I think what you are referring to is a bypass contactor like some of the Curtis 120x controllers employ allowing a higher current than normal. Not sure if it is a very efficient solution power wise. Also I don't think they let you switch to a higher voltage though. Possibly by using the bypass, for higher amps (don't think any Alltraxmodels supports that) you could get by with 72 volts resulting in lower rpms by using more of your transmission's gears. Do a search for "bypass contactor" on the evalbum and you'll see what I mean. Good luck. Norm


----------



## High Tension (Apr 29, 2009)

*Re: What is a controller and why do I need one? And..... *



gottdi said:


> There should be no reason other than timing and good brushes that would prevent you from pumping in 144 volts and 550 or more amps with that big 12" motor. Most motors can handle that kind of power. Just not for hours on end. That is why the forklift is 48 volts. At that voltage it will run full out just about all day long without a hiccup. With high voltage and high amps you are limiting the time at that power level but most of the time you only need a few seconds anyway to get you up to speed. After that you can cruise along just fine. Clean it up and put in new brushes and get the timing just right and get a nice controller that can handle 144 volts and at least 500 amps. More if you can get one. The higher the voltage you use the less amps you will need to cruise along in your ev. I use 72 volts and 550 amps and a 9" GE motor. I can go to 144 or 156 volts if I want. I want! : )
> 
> I will be upgrading soon.
> 
> Pete : )


Hi All. I'm learning fast too from this, thank you. 

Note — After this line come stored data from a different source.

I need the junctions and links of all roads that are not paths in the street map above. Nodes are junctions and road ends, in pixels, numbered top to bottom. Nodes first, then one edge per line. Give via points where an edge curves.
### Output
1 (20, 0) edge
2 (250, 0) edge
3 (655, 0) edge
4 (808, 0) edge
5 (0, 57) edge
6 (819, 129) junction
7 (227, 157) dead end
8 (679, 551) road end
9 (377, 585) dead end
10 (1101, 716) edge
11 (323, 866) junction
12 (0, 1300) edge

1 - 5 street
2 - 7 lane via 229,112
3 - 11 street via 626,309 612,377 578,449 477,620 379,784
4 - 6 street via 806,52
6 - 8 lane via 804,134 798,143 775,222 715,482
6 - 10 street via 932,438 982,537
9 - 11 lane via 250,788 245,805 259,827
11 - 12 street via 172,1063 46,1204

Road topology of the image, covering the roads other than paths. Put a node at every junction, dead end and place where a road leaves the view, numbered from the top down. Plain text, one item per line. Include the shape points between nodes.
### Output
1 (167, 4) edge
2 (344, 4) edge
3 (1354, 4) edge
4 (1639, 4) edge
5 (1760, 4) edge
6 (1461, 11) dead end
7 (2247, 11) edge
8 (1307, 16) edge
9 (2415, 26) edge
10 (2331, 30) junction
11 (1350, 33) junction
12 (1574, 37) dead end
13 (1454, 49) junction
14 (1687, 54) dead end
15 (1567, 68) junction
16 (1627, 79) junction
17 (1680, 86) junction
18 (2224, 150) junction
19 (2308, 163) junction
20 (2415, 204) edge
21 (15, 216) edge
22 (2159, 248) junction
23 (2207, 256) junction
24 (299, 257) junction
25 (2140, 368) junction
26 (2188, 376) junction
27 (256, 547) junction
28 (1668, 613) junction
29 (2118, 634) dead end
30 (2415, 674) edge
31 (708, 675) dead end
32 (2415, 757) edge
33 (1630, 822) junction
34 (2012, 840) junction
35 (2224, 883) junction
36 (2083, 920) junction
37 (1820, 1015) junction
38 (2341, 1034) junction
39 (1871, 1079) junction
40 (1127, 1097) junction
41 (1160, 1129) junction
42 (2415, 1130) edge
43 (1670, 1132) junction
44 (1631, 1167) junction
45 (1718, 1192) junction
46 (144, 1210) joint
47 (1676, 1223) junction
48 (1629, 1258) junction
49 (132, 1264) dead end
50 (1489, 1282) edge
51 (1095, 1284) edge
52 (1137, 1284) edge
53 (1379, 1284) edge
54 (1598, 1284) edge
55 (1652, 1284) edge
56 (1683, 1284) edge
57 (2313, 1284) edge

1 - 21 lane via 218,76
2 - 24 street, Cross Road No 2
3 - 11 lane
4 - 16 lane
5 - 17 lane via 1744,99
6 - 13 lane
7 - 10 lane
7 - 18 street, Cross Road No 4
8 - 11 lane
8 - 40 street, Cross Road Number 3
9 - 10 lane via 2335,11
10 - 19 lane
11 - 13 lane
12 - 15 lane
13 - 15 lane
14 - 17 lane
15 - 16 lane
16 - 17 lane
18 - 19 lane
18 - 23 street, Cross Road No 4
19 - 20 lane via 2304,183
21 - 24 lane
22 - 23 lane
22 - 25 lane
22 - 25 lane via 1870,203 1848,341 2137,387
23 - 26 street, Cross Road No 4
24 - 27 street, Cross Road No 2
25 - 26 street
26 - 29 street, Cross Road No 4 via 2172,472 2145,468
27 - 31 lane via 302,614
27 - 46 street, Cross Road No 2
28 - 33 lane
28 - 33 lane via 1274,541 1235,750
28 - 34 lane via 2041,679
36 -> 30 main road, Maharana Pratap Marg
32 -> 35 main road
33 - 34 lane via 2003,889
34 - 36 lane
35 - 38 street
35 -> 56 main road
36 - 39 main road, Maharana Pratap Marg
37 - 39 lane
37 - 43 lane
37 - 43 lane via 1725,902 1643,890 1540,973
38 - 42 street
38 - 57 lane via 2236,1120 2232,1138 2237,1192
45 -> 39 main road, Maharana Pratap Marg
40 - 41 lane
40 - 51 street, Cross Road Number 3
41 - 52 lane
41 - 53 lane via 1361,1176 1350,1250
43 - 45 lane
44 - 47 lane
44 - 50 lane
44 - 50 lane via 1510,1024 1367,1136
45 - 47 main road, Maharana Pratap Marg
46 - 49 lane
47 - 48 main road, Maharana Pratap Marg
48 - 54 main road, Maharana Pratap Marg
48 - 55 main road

Now, I've heard about 'timing'... I can understand the importance of that with an Infernal Combustion Engine. Please can you elucidate regarding timing an electric motor? 

Is it simply a matter of altering the position of the brushes around the armature, and, like ICE engines is this constantly changed somehow according to rpm/load or are the brushes merely advanced or retarded to a fixed point more suited to faster running if e.g. a motor originated from a fork lift? My thanks in advance!


----------



## Guest (May 9, 2009)

*Re: What is a controller and why do I need one? And..... *

Advancing is for the same reason an ICE is advanced. As the speed increases the mechanical parts can transfer power only so fast. Advancing is used to over come some of the limitations of mechanical parts. Advancing helps the high end but takes some away from the low end. It helps keep arching to a minimum which will burn brushes and commutators if left unchecked. Low speed at high voltage will usually do fine but crank on the juice and you get arching. Advance it and get more speed and less arching. 


Pete : )

That is the best I can explain. I am sure someone else can do that better as they know the proper mechanics of the electric brushed motor at speed.


----------